People who are interested in the matters concerning the Whitey saga are especially susceptible to assuming there is corruption among the judiciary. That’s because so many of the players on the outside, those who have not curried favor with the Government prosecutors, are looked upon with disdain. The mention of names such as James “Whitey” Bulger, or Retired FBI Agent John J. Connolly, or Catherine Greig bring out in the judges an immediate dislike for them and anything associated with them.
These people calling the federal judges corrupt point to the cases involving the Deegan trial where Joe “the Animal” Barboza testified. The judges have concluded that because he lied about one person being involved the murder and left out another person that three other individuals, Mafia types, were also innocent. They were awarded over 100 million dollars.
I assume this was done, now please forgive me but I’m using a Latin maxim but I do so because the federal courts are fond of doing this to show their supposed erudition, “falsus in uno, falsus in omnibus.” For those of you who either didn’t take Latin or took it and soon forgot it like me, it means if you lie about one thing you’re probably lying about everything.
Get it, Barboza lied about his buddy Vincent “Jimmy the Bear” Flemmi not being among the murderers and included an innocent guy who owed him some dough, Joseph Salvati. The judges assume he lied about them then he lied about the other three without much more to support that conclusion.

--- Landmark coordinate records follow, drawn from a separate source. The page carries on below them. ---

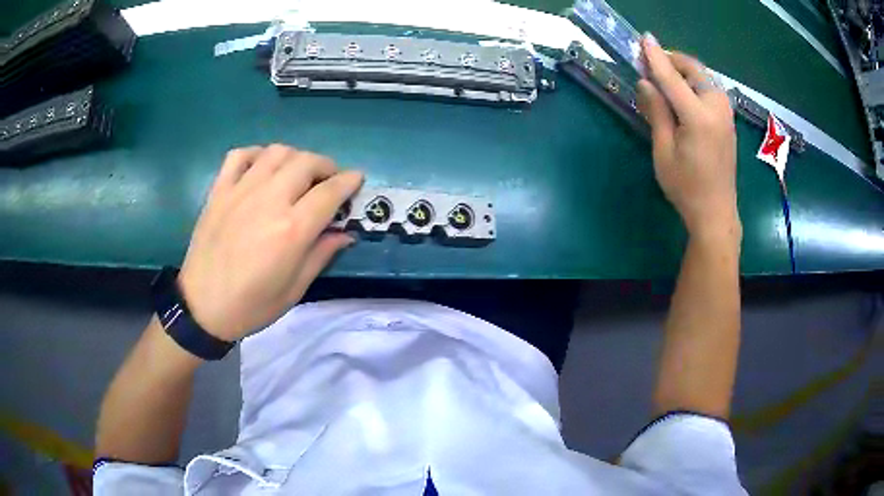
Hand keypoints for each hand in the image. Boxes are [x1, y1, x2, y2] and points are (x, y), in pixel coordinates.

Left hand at [178, 144, 362, 341]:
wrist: (202, 307)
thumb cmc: (251, 305)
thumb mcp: (294, 289)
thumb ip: (321, 255)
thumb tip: (346, 233)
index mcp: (291, 230)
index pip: (330, 192)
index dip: (349, 181)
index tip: (357, 179)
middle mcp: (268, 201)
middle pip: (306, 162)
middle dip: (326, 166)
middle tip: (329, 180)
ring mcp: (240, 191)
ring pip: (276, 152)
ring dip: (295, 157)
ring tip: (298, 173)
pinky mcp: (219, 190)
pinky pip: (240, 155)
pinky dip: (257, 154)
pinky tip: (262, 168)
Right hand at [636, 34, 740, 238]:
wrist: (717, 213)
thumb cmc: (686, 188)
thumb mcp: (664, 152)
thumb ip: (656, 112)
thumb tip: (645, 82)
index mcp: (699, 117)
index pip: (672, 77)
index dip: (655, 57)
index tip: (643, 39)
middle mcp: (717, 108)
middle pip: (694, 69)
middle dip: (672, 61)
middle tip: (650, 66)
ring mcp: (726, 113)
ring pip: (703, 77)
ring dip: (683, 72)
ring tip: (664, 81)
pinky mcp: (728, 120)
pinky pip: (709, 90)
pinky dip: (693, 84)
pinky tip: (682, 94)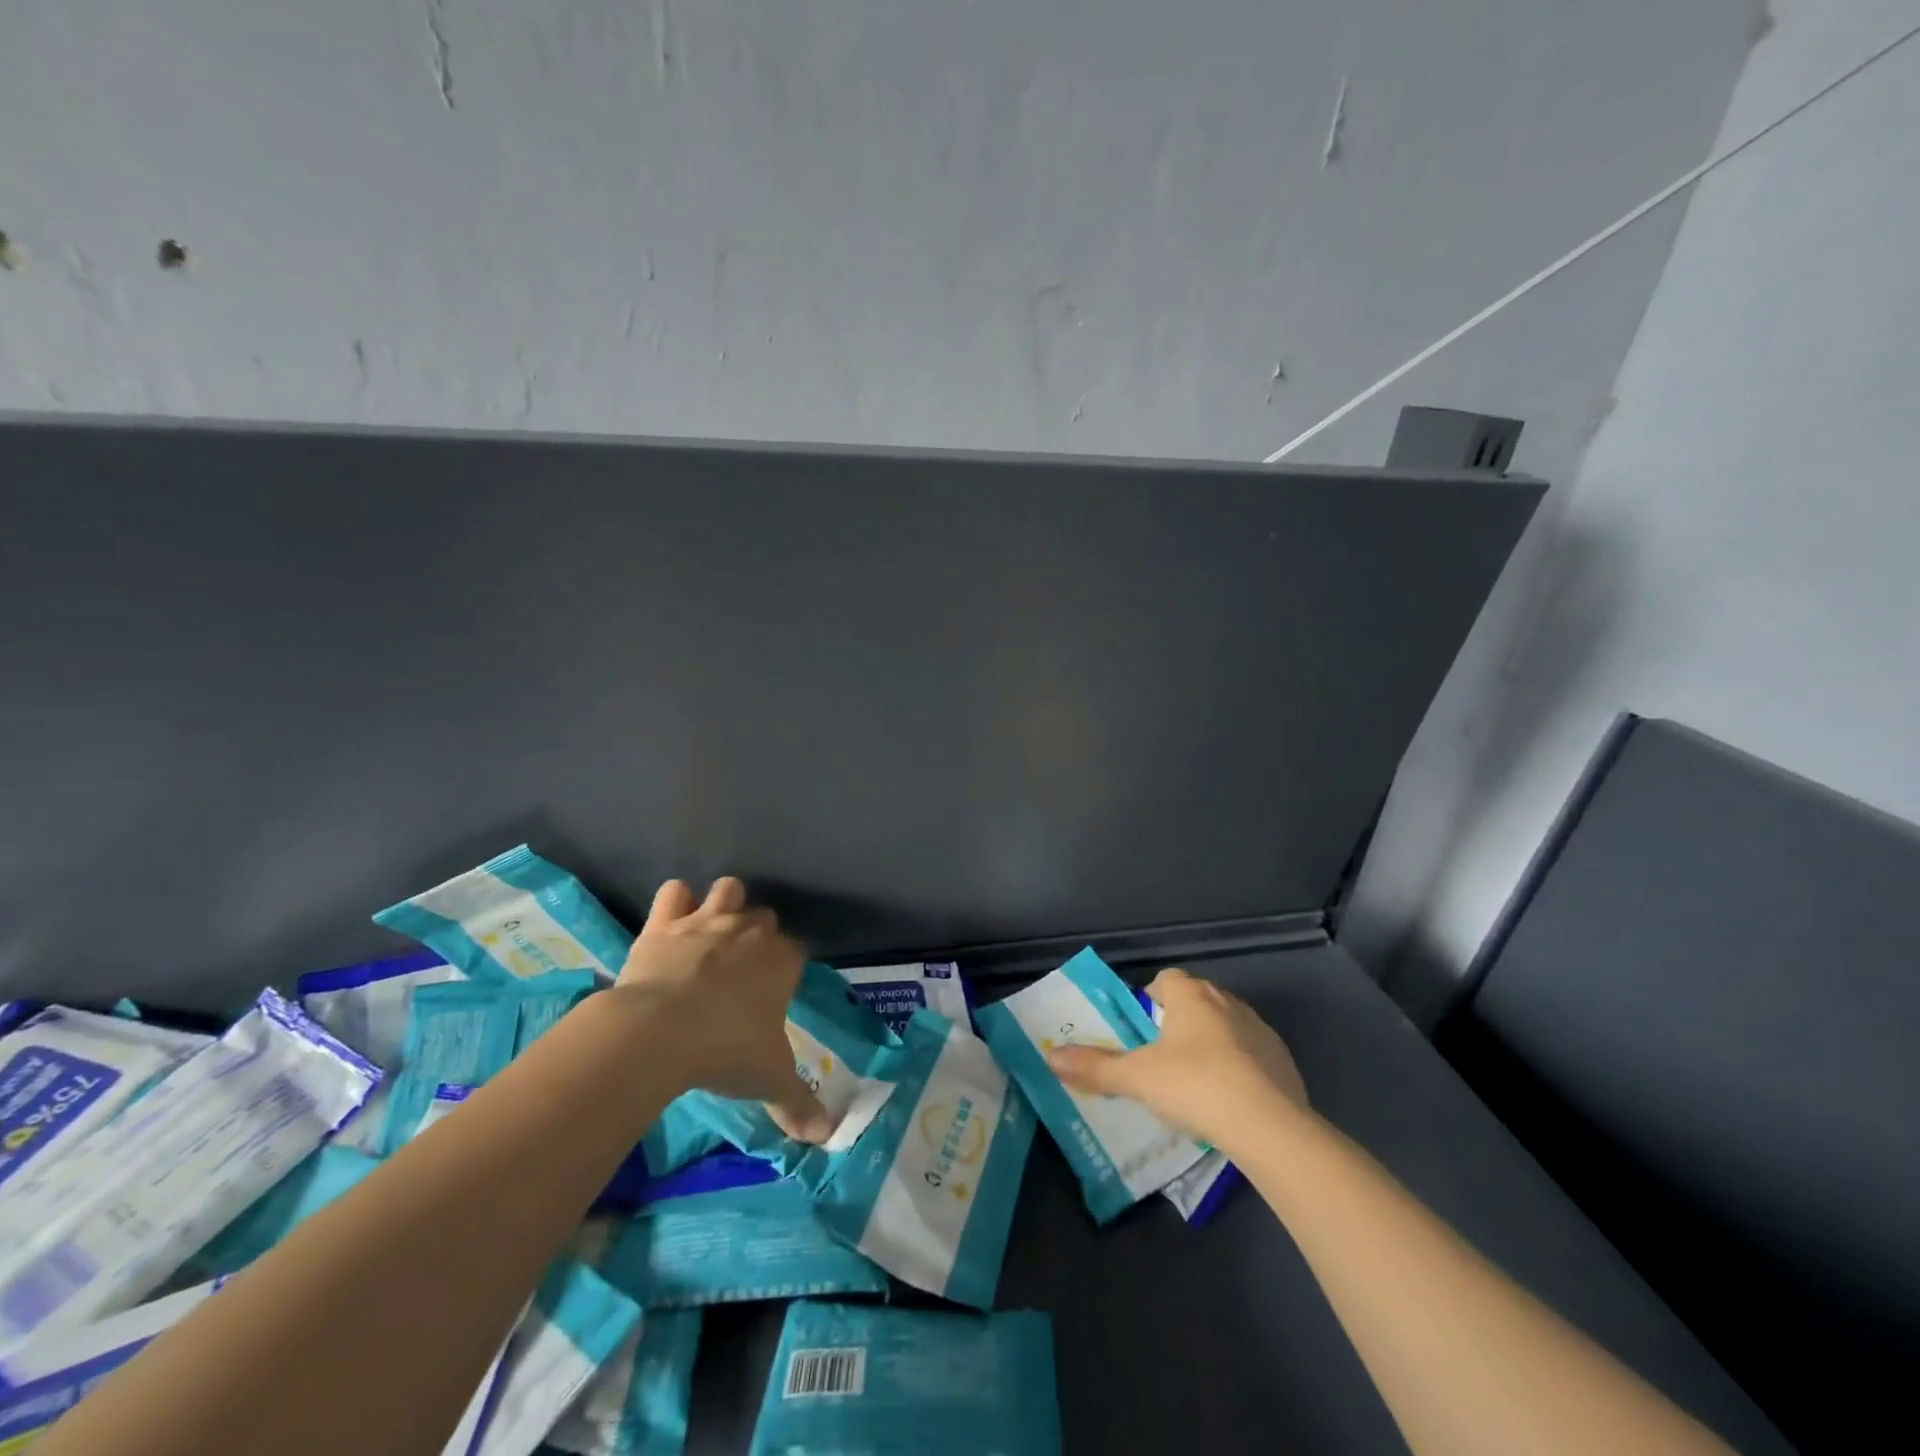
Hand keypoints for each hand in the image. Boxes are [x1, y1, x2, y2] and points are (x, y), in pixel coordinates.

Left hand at [616, 877, 834, 1142]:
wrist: (660, 1032)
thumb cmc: (726, 1052)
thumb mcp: (769, 1081)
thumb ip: (800, 1105)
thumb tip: (826, 1137)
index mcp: (782, 961)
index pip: (796, 950)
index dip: (786, 965)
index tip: (775, 987)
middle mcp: (750, 931)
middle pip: (764, 916)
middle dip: (757, 933)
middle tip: (741, 967)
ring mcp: (708, 921)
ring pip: (728, 889)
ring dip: (723, 903)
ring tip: (712, 929)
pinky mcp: (666, 921)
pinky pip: (674, 893)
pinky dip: (674, 903)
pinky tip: (671, 921)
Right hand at [1046, 968, 1307, 1148]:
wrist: (1268, 1125)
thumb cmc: (1194, 1086)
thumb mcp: (1136, 1078)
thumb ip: (1094, 1067)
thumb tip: (1050, 1057)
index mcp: (1190, 995)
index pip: (1165, 979)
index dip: (1150, 999)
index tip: (1141, 1028)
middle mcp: (1226, 1001)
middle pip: (1195, 1000)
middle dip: (1179, 1021)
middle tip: (1161, 1057)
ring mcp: (1259, 1029)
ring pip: (1225, 1025)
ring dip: (1211, 1043)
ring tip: (1195, 1081)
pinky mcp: (1283, 1059)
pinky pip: (1252, 1053)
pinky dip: (1240, 1067)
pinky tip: (1231, 1100)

Then these people point to the case involving the much poofed John Connolly. Talk about having no chance! Judge Bruce Selya the First Circuit Court of Appeals starts off the decision with this line: “The federal courts are by now painfully familiar with the Winter Hill Gang and its corrupt relationship with the Boston office of the FBI. . . [Connolly] has been prominently featured in several such opinions.’
You don’t have to go any further than that to know the outcome of the opinion. People familiar with what happened in the Deegan and Connolly cases though can only scratch their heads. In the Connolly case one of the three main gangster witnesses against him was Frank Salemme, former head of the New England Mafia. He lied during his testimony when he denied being involved in murders while being Mafia boss. Unlike the Latin maxim coming into play, the court found this was a “minor moment.” It said the jury was “aware of Salemme’s nefarious past and had good reason to believe that his every word was not deserving of unqualified respect.” This same thing could have been said of Barboza but wasn’t.
These people also know there was even a better reason for Connolly to have received a new trial. Salemme testified at Connolly’s trial that he gave money to Stevie Flemmi to give to Connolly. (See Don’t Embarrass the Family, p. 231). He told an FBI informant CS who was in prison with him that he “never gave CONNOLLY anything, including money.” He said the prosecutors pressed him to say he did. They also told him it was his chance to get even with Connolly. There was much more that showed Salemme’s testimony was falsely motivated and full of lies including the prosecutors giving him the book Black Mass to refresh his recollection.
Judge Selya analyzed the information from the CS. He wrongly labeled it as a recantation. It wasn’t. It was never intended to go beyond the CS. He went on to conclude that if Salemme’s testimony was a complete lie “it would not prove very much. In his musings to the CS, Salemme gave no indication that the appellant was innocent of the charged crime.” In other words witnesses can commit perjury if they believe a person is guilty.
Think of these cases when you wonder why people suggest the federal courts are corrupt. In one case the perjury leads to freedom and 100 million dollars, in another case it amounts to no relief.